WHAT YOU ARE ASKED TO DO:
Could the data below please be reproduced word for word, without the pictures?

[Saved entries]
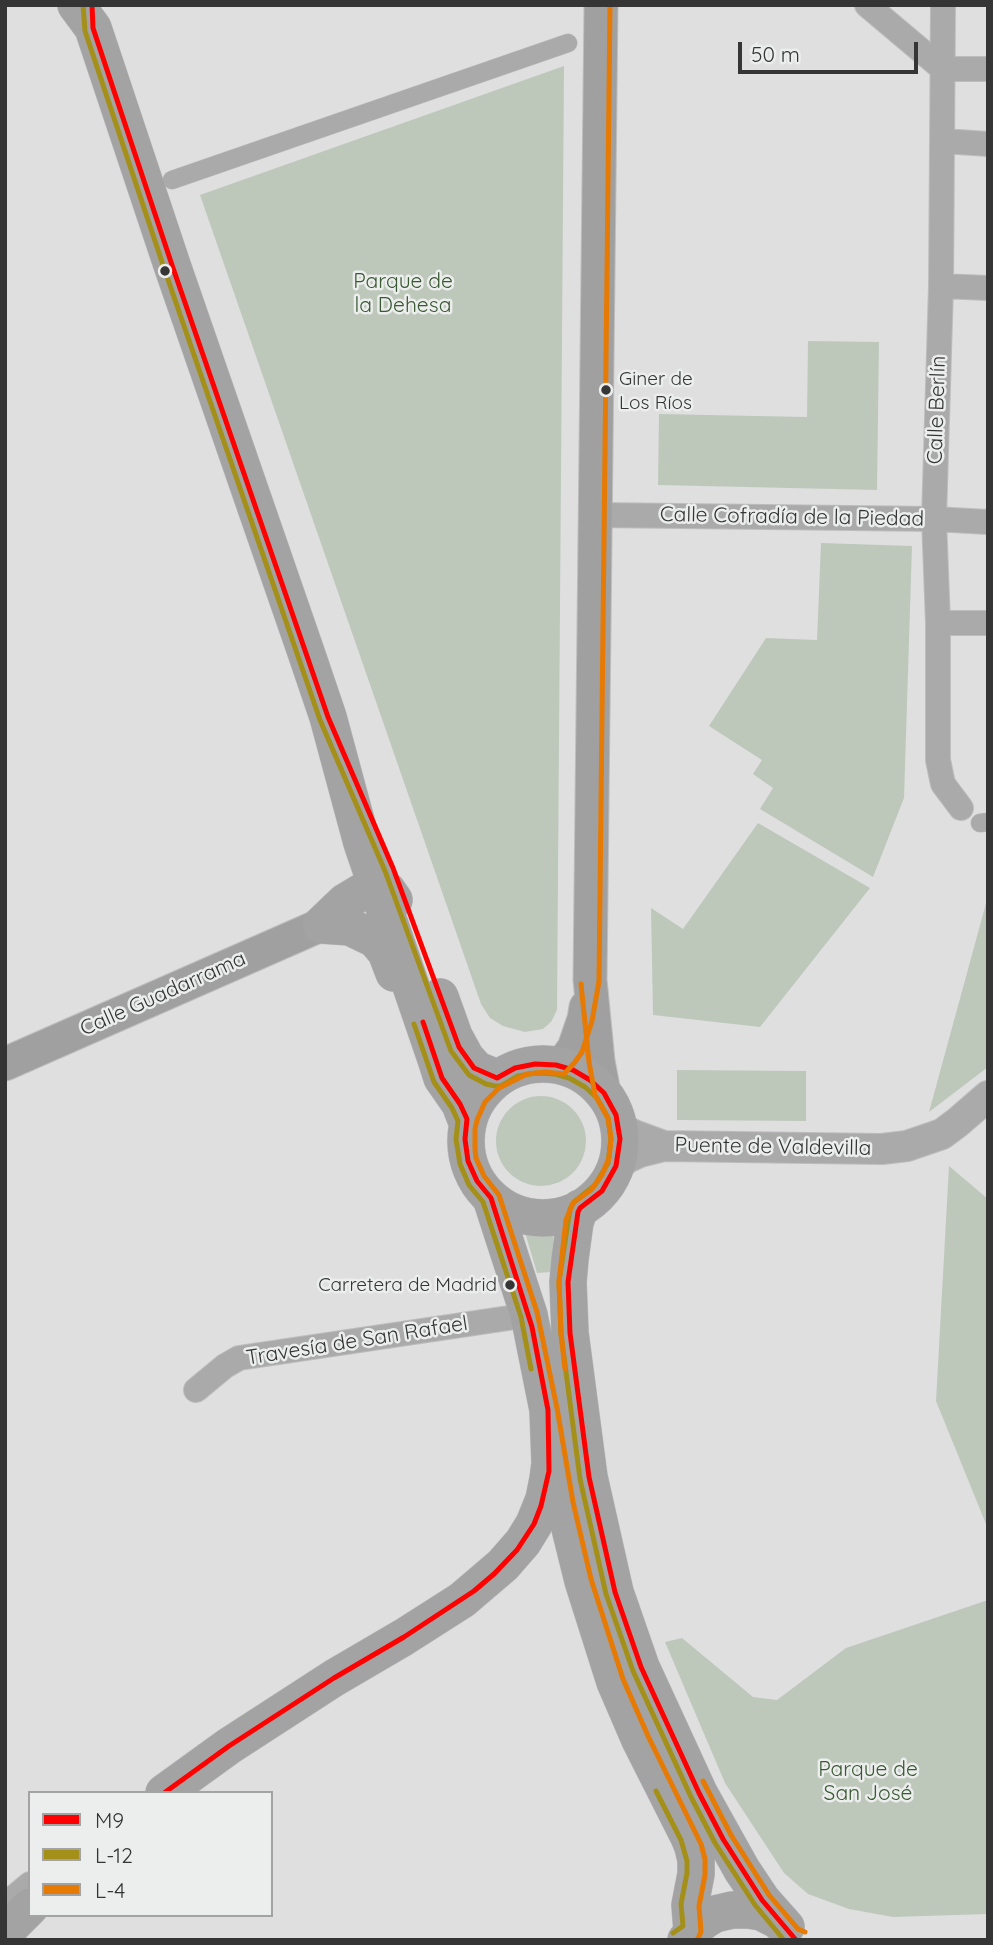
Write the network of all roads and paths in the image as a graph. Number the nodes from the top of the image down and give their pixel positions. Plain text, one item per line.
1 (601, 5) edge
2 (867, 5) edge
3 (943, 5) edge
4 (87, 13) edge
5 (568, 43) dead end
6 (943, 69) junction
7 (988, 69) edge
8 (943, 141) junction
9 (988, 144) edge
10 (173, 180) dead end
11 (941, 286) junction
12 (988, 288) edge
13 (596, 515) junction
14 (934, 519) junction
15 (988, 522) edge
16 (938, 622) junction
17 (988, 623) edge
18 (328, 717) junction
19 (976, 818) edge
20 (347, 904) junction
21 (590, 980) junction
22 (5, 1064) edge
23 (561, 1066) junction
24 (472, 1075) junction
25 (604, 1093) junction
26 (988, 1096) edge
27 (619, 1127) junction
28 (664, 1146) junction
29 (616, 1166) junction
30 (491, 1198) junction
31 (580, 1208) junction
32 (529, 1315) junction
33 (196, 1390) dead end
34 (548, 1410) junction
35 (255, 1729) junction
36 (149, 1791) edge
37 (167, 1791) edge
38 (28, 1886) edge
39 (5, 1905) edge
40 (28, 1909) edge
41 (5, 1932) edge
42 (794, 1936) edge
43 (685, 1937) edge

1 - 13 main road
2 - 6 street
3 - 6 street, Calle Berlín
4 - 18 main road
5 - 10 street
6 - 7 street
6 - 8 street, Calle Berlín
8 - 9 street
8 - 11 street, Calle Berlín
11 - 12 street
11 - 14 street, Calle Berlín
13 - 14 street, Calle Cofradía de la Piedad
13 - 21 main road
14 - 15 street, Calle Cofradía de la Piedad
14 - 16 street, Calle Berlín
16 - 17 street
16 - 19 street, Calle Berlín
18 - 20 main road
18 - 24 main road
20 - 22 main road, Calle Guadarrama
20 - 24 main road
20 - 24 main road
21 - 23 main road
21 - 25 main road
23 - 24 main road
23 - 25 main road
24 - 30 main road
25 - 27 main road
26 - 28 street, Puente de Valdevilla
27 - 28 street
27 - 29 main road
28 - 29 street
29 - 31 main road
30 - 31 main road
30 - 32 main road
31 - 42 main road
32 - 33 street, Travesía de San Rafael
32 - 34 main road
34 - 35 main road
34 - 43 main road
35 - 36 street
35 - 37 main road
38 - 39 street
40 - 41 main road
42 - 43 main road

ANSWER AREA:
Write the network of all roads and paths in the image as a graph. Number the nodes from the top of the image down and give their pixel positions. Plain text, one item per line.
1 (601, 5) edge
2 (867, 5) edge
3 (943, 5) edge
4 (87, 13) edge
5 (568, 43) dead end
6 (943, 69) junction
7 (988, 69) edge
8 (943, 141) junction
9 (988, 144) edge
10 (173, 180) dead end
11 (941, 286) junction
12 (988, 288) edge
13 (596, 515) junction
14 (934, 519) junction
15 (988, 522) edge
16 (938, 622) junction
17 (988, 623) edge
18 (328, 717) junction
19 (976, 818) edge
20 (347, 904) junction
21 (590, 980) junction
22 (5, 1064) edge
23 (561, 1066) junction
24 (472, 1075) junction
25 (604, 1093) junction
26 (988, 1096) edge
27 (619, 1127) junction
28 (664, 1146) junction
29 (616, 1166) junction
30 (491, 1198) junction
31 (580, 1208) junction
32 (529, 1315) junction
33 (196, 1390) dead end
34 (548, 1410) junction
35 (255, 1729) junction
36 (149, 1791) edge
37 (167, 1791) edge
38 (28, 1886) edge
39 (5, 1905) edge
40 (28, 1909) edge
41 (5, 1932) edge
42 (794, 1936) edge
43 (685, 1937) edge

1 - 13 main road
2 - 6 street
3 - 6 street, Calle Berlín
4 - 18 main road
5 - 10 street
6 - 7 street
6 - 8 street, Calle Berlín
8 - 9 street
8 - 11 street, Calle Berlín
11 - 12 street
11 - 14 street, Calle Berlín
13 - 14 street, Calle Cofradía de la Piedad
13 - 21 main road
14 - 15 street, Calle Cofradía de la Piedad
14 - 16 street, Calle Berlín
16 - 17 street
16 - 19 street, Calle Berlín
18 - 20 main road
18 - 24 main road
20 - 22 main road, Calle Guadarrama
20 - 24 main road
20 - 24 main road
21 - 23 main road
21 - 25 main road
23 - 24 main road
23 - 25 main road
24 - 30 main road
25 - 27 main road
26 - 28 street, Puente de Valdevilla
27 - 28 street
27 - 29 main road
28 - 29 street
29 - 31 main road
30 - 31 main road
30 - 32 main road
31 - 42 main road
32 - 33 street, Travesía de San Rafael
32 - 34 main road
34 - 35 main road
34 - 43 main road
35 - 36 street
35 - 37 main road
38 - 39 street
40 - 41 main road
42 - 43 main road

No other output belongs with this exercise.